A recent conference on the “Crimes of Communism” in Prague got off to an awkward start when Pavel Zacek, the chief organizer of the event and Director of the Institute for the Study of Totalitarian Regimes (USTR), had his mandate terminated just days before the opening session.
By coincidence, it seems, another person lost his job while attending the conference. Marius Oprea was not only fired as President of the Romanian Institute for the Investigation of Communist Crimes (IICC), but his Institute was also deprived of its investigatory powers.
Oprea claims he was fired because he is a member of the oppositional National Liberal Party, though he denies that his political interests affected his work. Zacek’s supporters say that his dismissal was political too, reflecting the shift of power from the centre-right Civic Democrats the centre-left Social Democrats.
In any case, over sixty conference participants rallied in support of their fallen comrades to sign a petition that expressed “grave concern” about what were seen as attempts “to weaken institutions dedicated to the investigation and exposure of crimes of communism”.1
In all probability, however, there is nothing to connect the fate of these two men except that both held highly political jobs in their respective countries. Each should have expected sooner or later to be dismissed on political grounds as an occupational hazard.
After all, the work of the USTR, the IICC, and a handful of similar institutes in the other former communist states of central and eastern Europe is inescapably political. Investigation into crimes committed by the old regime can be easily used as a political weapon by those currently in office (and has been used fairly often). Although it does not have to be this way, the potential for abuse is what makes the job precariously political.2
And now, with the increasing integration of national political parties at the EU level, a new dimension to the politicization of the past has emerged. The familiar contest between Left and Right in a given country over the meaning and significance of its past has now become transnational.

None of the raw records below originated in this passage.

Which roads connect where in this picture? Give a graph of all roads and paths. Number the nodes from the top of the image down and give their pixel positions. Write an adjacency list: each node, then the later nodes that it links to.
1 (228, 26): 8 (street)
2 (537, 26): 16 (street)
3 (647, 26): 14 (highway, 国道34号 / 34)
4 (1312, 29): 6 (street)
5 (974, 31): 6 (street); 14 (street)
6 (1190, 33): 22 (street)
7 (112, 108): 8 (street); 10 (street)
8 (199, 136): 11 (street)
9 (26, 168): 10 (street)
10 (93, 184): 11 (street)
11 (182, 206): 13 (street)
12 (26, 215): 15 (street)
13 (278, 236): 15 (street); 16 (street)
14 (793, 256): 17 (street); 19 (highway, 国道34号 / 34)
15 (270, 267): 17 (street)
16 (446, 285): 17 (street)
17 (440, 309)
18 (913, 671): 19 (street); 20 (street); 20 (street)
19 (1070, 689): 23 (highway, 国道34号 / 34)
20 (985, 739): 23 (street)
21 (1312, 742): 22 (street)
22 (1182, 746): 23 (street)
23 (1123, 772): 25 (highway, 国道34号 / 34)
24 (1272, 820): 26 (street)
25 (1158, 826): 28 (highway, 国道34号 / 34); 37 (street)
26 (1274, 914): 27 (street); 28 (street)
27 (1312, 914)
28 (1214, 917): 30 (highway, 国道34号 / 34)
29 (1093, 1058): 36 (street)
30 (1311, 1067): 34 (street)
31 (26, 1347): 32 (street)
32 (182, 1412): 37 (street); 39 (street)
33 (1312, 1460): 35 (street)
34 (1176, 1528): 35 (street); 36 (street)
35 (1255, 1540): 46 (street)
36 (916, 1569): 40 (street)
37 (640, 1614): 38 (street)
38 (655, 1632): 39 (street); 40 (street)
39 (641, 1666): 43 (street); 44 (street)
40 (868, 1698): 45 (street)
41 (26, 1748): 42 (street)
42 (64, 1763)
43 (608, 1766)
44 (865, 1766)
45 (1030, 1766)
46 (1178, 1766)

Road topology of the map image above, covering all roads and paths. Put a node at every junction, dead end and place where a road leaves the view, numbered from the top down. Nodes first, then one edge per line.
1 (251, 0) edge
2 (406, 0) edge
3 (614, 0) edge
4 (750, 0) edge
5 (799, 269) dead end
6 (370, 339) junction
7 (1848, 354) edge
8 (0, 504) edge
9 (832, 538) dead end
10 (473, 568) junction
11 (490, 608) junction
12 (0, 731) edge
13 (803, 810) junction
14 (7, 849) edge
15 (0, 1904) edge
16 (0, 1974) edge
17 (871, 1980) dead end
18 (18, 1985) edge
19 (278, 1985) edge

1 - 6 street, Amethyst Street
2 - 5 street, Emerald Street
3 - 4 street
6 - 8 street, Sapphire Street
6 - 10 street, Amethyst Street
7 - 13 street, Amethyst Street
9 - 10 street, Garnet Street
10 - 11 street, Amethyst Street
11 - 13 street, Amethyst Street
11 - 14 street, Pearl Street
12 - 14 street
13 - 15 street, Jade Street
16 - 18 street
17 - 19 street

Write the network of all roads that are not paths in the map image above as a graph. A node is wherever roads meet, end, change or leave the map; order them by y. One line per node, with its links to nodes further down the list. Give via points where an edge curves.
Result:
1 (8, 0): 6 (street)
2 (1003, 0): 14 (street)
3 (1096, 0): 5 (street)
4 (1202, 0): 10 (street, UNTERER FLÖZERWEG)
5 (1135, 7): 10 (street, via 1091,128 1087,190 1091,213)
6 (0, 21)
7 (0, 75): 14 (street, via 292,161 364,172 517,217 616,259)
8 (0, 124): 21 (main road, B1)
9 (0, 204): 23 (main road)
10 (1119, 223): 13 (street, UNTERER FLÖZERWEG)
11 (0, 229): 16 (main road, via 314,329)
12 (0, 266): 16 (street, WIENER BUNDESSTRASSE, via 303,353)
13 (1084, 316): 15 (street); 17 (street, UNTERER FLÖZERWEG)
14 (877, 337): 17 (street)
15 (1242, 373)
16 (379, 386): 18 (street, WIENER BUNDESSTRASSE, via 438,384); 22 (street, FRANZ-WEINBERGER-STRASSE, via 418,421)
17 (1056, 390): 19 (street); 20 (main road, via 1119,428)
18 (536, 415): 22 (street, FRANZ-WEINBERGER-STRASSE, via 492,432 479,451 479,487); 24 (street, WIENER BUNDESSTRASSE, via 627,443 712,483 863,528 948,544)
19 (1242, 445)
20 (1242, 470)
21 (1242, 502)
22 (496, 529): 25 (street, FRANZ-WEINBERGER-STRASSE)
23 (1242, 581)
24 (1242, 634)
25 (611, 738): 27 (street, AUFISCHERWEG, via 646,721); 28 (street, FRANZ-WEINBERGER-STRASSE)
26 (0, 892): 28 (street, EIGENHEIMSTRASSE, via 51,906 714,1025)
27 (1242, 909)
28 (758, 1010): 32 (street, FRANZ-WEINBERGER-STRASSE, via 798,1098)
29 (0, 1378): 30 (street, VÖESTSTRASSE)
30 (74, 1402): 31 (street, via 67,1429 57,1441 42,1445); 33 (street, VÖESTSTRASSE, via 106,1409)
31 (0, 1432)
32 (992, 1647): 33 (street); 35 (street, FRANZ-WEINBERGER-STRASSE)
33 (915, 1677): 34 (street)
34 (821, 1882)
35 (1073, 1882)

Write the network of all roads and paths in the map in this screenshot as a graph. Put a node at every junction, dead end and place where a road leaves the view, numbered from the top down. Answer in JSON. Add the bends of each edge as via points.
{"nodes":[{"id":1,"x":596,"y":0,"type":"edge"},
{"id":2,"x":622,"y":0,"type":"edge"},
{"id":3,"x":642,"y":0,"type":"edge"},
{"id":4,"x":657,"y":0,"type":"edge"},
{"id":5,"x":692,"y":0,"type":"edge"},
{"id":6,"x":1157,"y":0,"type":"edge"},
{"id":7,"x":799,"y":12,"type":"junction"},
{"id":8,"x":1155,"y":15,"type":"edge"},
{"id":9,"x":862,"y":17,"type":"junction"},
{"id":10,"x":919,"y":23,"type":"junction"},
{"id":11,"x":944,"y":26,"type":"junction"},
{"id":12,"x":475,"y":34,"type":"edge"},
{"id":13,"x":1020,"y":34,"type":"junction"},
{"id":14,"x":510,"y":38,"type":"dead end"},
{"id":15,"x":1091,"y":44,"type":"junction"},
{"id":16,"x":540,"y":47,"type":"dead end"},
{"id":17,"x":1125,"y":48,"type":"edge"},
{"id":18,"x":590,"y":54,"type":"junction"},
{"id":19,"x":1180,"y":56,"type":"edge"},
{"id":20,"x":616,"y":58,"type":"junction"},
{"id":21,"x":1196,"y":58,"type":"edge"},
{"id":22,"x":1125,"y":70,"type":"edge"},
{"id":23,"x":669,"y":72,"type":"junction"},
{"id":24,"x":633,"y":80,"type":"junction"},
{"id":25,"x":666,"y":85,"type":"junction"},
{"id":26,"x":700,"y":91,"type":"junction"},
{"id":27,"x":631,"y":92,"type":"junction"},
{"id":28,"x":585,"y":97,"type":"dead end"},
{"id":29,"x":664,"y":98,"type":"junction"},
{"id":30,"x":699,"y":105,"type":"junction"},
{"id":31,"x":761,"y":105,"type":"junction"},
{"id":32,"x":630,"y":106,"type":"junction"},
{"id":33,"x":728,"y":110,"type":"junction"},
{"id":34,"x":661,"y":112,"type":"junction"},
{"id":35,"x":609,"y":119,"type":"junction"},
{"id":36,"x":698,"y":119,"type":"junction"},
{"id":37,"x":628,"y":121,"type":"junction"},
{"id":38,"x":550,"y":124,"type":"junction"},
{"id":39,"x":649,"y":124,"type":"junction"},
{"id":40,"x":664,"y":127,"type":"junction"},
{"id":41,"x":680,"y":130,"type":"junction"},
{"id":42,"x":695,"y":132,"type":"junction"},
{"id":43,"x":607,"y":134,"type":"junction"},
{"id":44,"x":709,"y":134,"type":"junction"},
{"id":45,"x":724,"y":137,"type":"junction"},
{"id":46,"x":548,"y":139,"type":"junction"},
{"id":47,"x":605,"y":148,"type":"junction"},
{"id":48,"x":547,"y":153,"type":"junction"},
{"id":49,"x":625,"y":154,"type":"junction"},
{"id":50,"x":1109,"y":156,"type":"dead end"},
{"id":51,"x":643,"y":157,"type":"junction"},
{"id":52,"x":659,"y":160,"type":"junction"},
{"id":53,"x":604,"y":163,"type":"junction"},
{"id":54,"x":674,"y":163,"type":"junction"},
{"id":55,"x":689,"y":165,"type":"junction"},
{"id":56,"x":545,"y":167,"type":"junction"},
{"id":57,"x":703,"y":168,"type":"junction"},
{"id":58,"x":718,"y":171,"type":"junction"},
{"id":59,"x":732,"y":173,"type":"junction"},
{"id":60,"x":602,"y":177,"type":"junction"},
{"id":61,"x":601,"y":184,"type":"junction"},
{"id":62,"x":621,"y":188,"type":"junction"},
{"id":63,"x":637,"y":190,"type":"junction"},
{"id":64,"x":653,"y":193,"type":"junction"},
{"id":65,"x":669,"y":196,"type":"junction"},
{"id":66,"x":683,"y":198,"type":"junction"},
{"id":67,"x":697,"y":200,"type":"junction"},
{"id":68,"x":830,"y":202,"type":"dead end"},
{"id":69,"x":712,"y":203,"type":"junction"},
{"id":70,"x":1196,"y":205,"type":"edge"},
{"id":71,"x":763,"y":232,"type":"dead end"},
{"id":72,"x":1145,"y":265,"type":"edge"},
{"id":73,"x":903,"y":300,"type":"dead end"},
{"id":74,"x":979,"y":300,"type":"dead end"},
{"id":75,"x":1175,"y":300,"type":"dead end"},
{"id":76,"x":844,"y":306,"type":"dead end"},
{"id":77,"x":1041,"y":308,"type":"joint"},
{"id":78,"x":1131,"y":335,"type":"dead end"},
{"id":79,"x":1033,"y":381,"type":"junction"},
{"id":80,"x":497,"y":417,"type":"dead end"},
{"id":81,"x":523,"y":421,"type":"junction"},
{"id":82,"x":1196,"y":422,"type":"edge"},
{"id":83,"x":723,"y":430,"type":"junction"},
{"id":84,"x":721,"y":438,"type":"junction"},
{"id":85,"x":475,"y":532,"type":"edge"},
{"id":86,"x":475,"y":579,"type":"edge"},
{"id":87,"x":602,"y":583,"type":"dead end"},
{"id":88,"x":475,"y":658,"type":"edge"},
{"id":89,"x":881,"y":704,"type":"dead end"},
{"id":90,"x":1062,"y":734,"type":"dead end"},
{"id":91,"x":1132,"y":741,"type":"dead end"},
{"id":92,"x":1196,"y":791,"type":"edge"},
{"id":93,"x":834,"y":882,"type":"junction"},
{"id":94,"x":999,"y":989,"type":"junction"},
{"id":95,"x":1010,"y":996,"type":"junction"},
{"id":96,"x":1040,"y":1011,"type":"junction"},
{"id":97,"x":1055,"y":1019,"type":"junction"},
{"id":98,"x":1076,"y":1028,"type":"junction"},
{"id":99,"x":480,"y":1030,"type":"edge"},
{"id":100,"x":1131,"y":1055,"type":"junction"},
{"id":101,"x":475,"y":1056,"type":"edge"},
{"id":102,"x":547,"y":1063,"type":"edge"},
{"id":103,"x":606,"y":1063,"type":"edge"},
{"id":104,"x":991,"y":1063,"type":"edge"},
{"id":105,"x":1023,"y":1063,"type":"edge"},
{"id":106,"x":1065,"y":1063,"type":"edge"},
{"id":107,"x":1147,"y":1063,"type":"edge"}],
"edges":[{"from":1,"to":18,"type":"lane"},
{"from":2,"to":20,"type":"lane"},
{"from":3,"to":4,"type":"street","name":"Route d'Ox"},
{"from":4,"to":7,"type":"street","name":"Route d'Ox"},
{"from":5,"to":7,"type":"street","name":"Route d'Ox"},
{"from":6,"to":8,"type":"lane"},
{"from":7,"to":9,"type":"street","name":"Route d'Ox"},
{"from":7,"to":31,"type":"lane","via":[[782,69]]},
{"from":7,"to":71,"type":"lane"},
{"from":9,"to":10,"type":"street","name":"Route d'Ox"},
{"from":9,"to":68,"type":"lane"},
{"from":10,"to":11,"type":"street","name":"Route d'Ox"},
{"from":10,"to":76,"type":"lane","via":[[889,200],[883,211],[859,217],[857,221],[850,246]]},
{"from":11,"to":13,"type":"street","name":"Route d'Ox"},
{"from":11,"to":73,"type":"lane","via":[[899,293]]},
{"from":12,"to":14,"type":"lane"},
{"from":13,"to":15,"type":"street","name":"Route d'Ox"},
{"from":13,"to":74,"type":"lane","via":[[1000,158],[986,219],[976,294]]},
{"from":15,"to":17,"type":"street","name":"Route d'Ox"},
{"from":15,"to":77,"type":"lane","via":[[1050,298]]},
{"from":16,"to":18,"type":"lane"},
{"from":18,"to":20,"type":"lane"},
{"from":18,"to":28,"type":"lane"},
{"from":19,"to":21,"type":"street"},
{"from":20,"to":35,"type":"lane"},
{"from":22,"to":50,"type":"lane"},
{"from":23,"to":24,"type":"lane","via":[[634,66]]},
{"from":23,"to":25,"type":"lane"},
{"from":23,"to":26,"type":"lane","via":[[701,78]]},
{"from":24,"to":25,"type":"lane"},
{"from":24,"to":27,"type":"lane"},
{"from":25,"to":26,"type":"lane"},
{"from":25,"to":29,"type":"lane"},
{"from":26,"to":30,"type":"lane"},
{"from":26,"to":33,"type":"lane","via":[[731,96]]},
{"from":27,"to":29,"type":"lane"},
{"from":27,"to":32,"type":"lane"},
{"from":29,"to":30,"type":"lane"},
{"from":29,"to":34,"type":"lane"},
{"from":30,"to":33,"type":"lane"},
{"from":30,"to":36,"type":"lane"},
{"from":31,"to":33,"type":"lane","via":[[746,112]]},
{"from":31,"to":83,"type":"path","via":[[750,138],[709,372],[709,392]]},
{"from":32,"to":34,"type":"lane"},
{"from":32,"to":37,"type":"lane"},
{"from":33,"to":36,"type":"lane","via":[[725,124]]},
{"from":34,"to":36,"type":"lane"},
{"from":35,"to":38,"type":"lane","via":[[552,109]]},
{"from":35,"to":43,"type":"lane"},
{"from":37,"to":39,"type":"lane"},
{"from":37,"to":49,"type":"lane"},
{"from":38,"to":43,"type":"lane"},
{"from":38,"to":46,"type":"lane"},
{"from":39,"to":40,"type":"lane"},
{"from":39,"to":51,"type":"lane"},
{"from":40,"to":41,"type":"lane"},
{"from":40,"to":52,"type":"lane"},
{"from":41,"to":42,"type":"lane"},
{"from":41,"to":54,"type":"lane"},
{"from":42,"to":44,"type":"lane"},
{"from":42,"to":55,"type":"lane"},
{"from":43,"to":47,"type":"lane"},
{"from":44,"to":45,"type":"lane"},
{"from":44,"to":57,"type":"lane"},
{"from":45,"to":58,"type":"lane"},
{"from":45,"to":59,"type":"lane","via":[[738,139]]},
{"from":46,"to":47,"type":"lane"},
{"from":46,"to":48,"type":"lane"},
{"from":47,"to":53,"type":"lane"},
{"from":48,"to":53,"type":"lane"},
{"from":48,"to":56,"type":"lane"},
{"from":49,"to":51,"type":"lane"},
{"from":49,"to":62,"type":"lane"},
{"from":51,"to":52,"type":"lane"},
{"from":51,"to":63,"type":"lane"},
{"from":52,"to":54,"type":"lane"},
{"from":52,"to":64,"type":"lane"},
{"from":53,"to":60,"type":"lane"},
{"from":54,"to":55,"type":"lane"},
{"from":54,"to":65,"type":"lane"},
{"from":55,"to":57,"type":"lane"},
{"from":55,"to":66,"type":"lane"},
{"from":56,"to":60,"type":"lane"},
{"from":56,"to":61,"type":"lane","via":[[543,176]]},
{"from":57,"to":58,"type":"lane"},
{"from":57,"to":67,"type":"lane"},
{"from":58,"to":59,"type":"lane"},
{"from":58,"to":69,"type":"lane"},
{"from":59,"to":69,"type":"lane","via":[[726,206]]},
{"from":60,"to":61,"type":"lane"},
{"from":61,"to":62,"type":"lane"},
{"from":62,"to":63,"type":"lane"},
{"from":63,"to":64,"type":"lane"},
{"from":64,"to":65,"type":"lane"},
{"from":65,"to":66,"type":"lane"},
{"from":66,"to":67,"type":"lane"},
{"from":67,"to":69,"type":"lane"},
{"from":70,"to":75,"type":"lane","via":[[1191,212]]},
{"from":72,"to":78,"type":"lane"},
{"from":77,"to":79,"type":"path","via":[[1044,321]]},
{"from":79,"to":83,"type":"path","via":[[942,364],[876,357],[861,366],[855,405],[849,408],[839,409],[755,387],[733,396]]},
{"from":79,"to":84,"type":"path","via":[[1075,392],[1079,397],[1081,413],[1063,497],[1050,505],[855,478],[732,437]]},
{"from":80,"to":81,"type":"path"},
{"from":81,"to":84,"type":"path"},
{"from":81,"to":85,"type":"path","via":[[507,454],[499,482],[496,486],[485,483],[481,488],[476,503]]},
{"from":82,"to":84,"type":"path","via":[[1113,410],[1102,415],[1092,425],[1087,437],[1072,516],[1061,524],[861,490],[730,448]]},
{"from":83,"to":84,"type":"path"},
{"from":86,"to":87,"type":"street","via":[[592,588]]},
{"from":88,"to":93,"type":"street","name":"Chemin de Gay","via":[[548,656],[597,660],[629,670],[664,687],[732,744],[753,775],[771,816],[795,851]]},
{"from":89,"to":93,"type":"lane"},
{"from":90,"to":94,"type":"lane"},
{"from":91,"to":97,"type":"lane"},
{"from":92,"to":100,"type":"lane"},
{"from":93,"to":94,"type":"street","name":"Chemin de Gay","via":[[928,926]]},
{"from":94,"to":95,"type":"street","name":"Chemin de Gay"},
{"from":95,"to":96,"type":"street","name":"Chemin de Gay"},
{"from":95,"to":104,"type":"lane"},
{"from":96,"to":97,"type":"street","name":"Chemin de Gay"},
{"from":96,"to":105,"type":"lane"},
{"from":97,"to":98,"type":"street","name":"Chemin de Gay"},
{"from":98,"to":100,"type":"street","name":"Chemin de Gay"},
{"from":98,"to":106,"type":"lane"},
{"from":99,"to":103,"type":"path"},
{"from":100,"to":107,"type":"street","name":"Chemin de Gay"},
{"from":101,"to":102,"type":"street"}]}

A second axis of contention, between East and West, has come to the fore, a result of the divergent historical experiences of EU member states on either side of the Iron Curtain during and after World War II.
Politicking the past
The controversy that flared last autumn in the UK media over Polish politician Michal Kaminski is a good example of the problems that arise when differences between East and West get blown out of proportion in the heat of the political battle between Left and Right.
Following the June 2009 elections to the European Parliament, Conservative MEPs from Britain got together with the Czech Civic Democrats and the Polish Law and Justice Party (along with individual MEPs from a handful of other national parties) to form the European Conservatives and Reformists group (ECR).
The origins of the ECR go back to 2005, when David Cameron was elected leader of the British Conservatives. At the time, he promised to pull the Tories out of the EPP and form a new political group more in tune with the Euroscepticism of his supporters. But when it came time to ditch the EPP, several Tory MEPs opposed the move, feeling they would lose influence by dropping out of the largest political group in the European Parliament.
But the real sensation was caused when the British Labourites and the leftist media trained their sights on Michal Kaminski, the chairman of the newly formed group, from the Polish Law and Justice Party, and the first MEP from Eastern Europe to lead one of the political groups in the EP.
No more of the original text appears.